→ **Task goal**: Gather every line of the entries that includes the word "hand".

====== Stored data

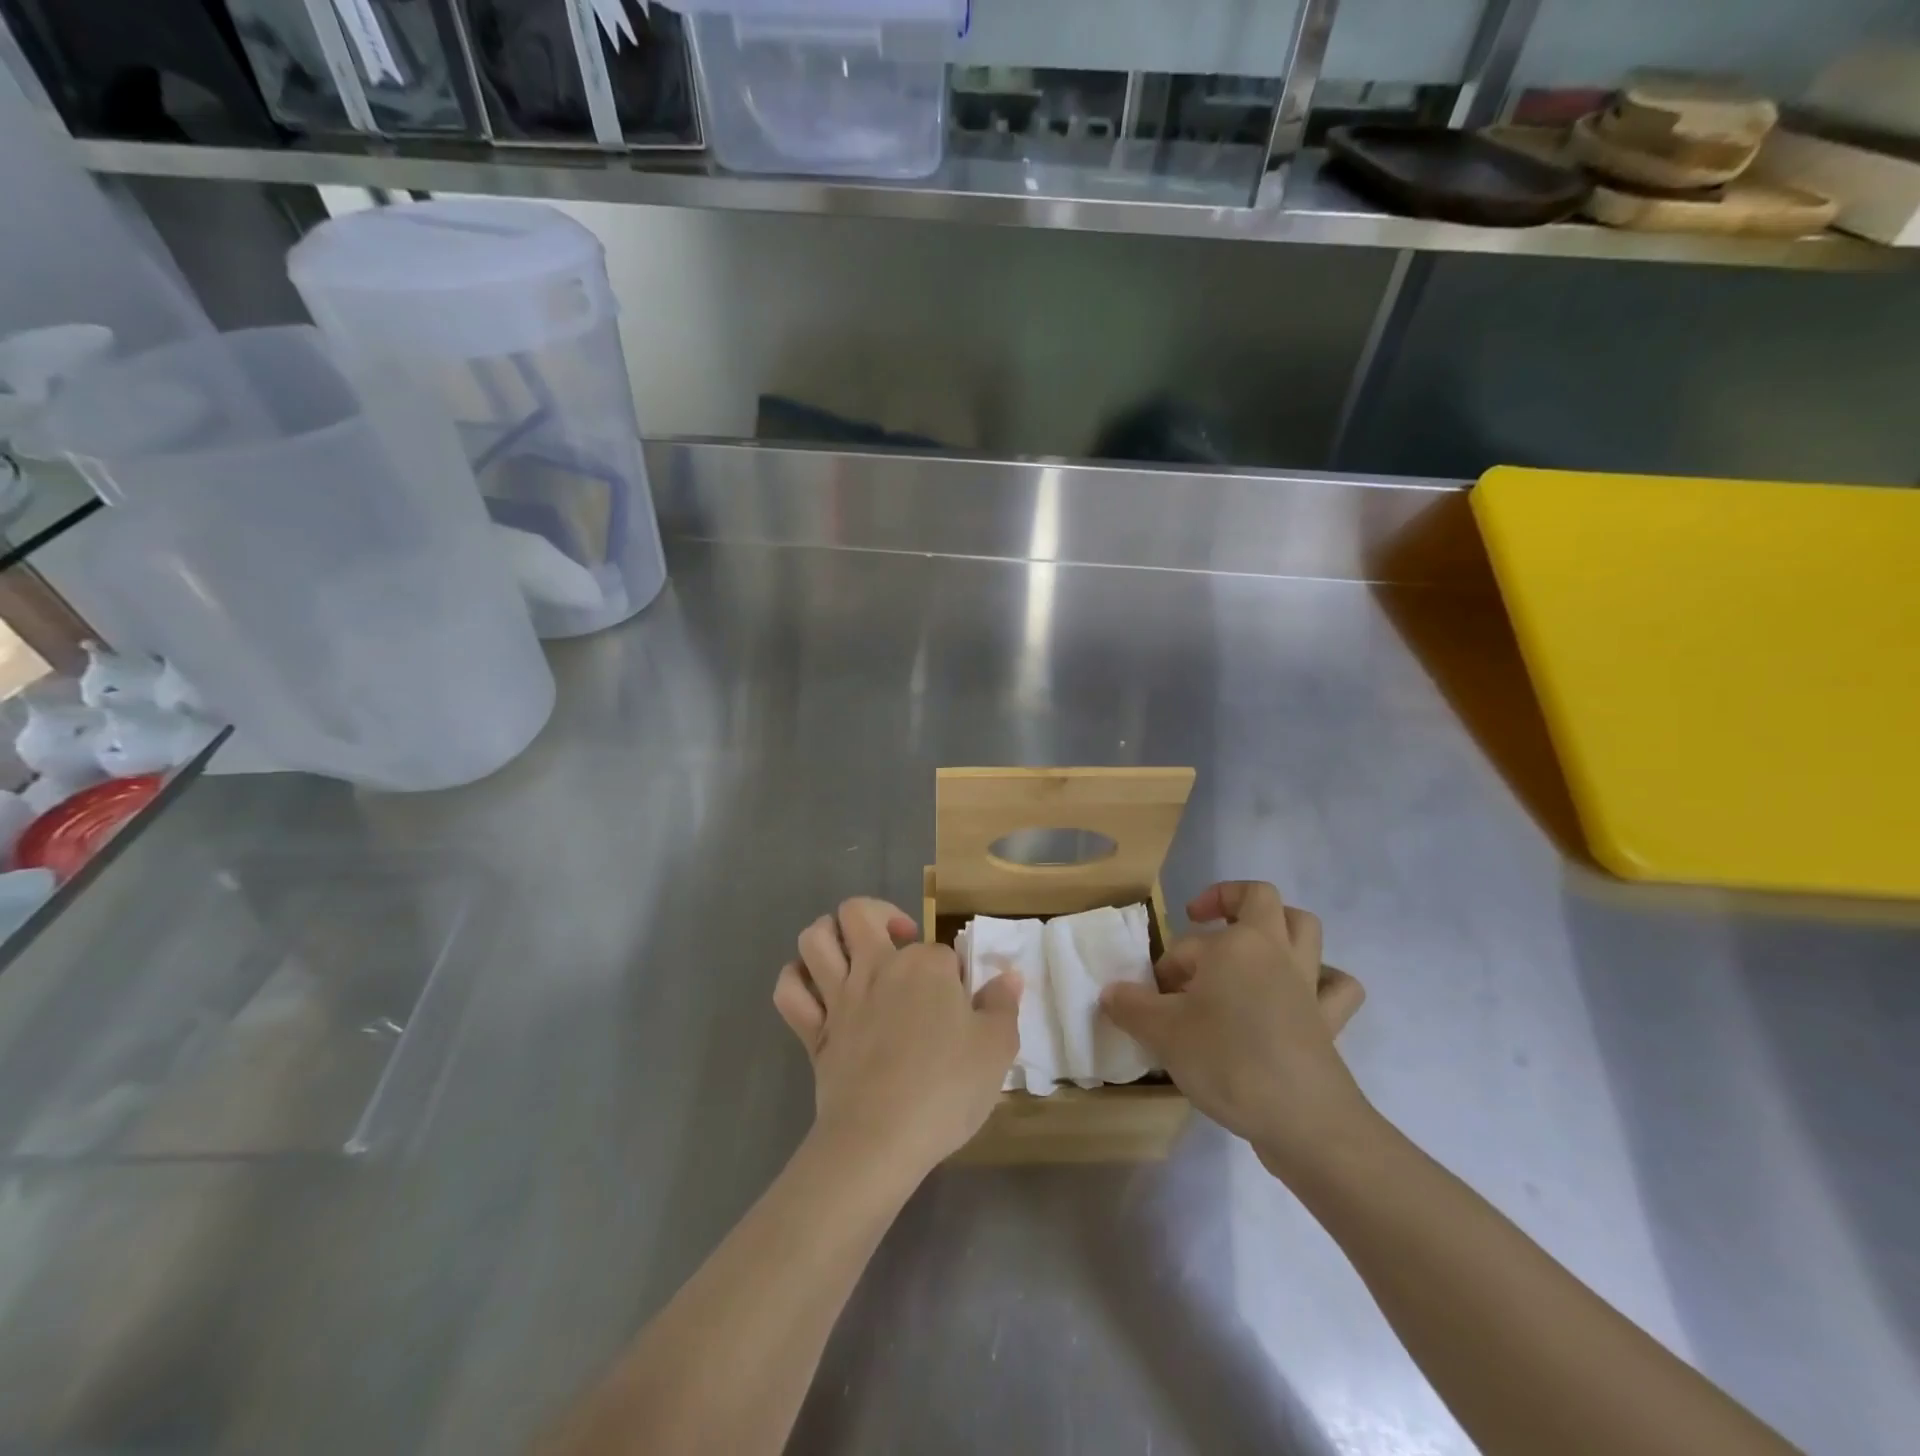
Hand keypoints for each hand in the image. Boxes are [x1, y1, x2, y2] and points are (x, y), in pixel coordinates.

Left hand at [773, 898, 1022, 1176]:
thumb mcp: (996, 1049)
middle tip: (898, 942)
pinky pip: (788, 990)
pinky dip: (795, 981)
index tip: (962, 1004)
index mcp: (925, 966)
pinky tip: (815, 989)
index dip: (952, 972)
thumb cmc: (945, 1090)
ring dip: (828, 935)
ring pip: (814, 938)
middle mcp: (877, 967)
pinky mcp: (812, 1030)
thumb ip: (1002, 1005)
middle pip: (859, 913)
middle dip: (878, 916)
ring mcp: (839, 996)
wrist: (880, 1139)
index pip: (940, 950)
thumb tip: (1009, 976)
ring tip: (852, 954)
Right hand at [1100, 881, 1368, 1176]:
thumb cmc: (1228, 1061)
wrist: (1303, 1121)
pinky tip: (1300, 994)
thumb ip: (1131, 1006)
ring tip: (1251, 949)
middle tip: (1201, 923)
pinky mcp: (1328, 1020)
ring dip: (1279, 928)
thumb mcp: (1162, 1033)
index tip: (1153, 998)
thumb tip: (1110, 992)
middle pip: (1260, 899)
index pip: (1188, 943)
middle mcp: (1276, 951)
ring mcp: (1308, 983)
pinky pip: (1336, 986)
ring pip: (1305, 929)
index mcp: (1237, 944)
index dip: (1166, 966)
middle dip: (1228, 901)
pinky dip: (1322, 981)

============

→ **Answer for the task**:
Hand keypoints for each hand in the image. Boxes are [x1, y1, x2, y2] and points are (x, y), in pixel coordinates.
Left hand at [773, 898, 1022, 1176]:
Right hand at [1100, 881, 1368, 1176]:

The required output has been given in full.